We were in agreement that we should not eliminate all the personal pronouns for the deity, though we did find that often we could reduce the number of such pronouns by simply eliminating those that seemed unnecessary. I find that readers are actually in a rather good position with the NRSV to make such adjustments in public reading as they think appropriate, now that the unnecessary masculine references to human beings have been so widely removed. It is a genuine pleasure, as I have had occasion to discover, to be able to read the lessons appointed for the day in such a way as to eliminate entirely masculine references to the deity, and to do so without having had to retranslate or reproduce the biblical lessons. With only a little practice and with nothing but the NRSV in hand, we can hear an English rendering of the NRSV lessons from Tanakh and Psalter, from Epistle and Gospel, that is genuinely inclusive.
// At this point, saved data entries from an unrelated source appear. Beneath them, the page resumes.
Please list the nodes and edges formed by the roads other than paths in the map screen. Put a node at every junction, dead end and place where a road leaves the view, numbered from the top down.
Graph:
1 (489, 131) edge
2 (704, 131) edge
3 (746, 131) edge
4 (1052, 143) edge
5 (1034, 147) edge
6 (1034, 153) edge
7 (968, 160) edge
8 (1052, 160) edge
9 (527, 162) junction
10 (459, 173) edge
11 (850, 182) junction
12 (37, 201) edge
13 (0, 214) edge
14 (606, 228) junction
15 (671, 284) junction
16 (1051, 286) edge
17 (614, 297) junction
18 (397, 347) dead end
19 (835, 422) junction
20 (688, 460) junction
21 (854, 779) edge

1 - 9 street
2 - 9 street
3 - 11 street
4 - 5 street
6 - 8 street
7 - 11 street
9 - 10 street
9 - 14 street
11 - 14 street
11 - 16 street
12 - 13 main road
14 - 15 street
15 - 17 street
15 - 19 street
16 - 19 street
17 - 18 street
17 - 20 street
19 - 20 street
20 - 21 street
The NRSV has its flaws. Numerous readings are not what one or more of the translators would have preferred. No doubt there are mistakes, instances of lack of consistency, infelicities of expression, and perhaps some howlers. But on the basis of my re-examination of considerable portions of the text I would judge that it is by far our most inclusive Bible, the one best suited for public reading among all the newer translations, and (as will be indicated elsewhere in this issue) our most accurate available English Bible. That is a very great deal indeed, and we have the translators, and our Princeton Seminary colleague Bruce Metzger in particular, to thank for this achievement.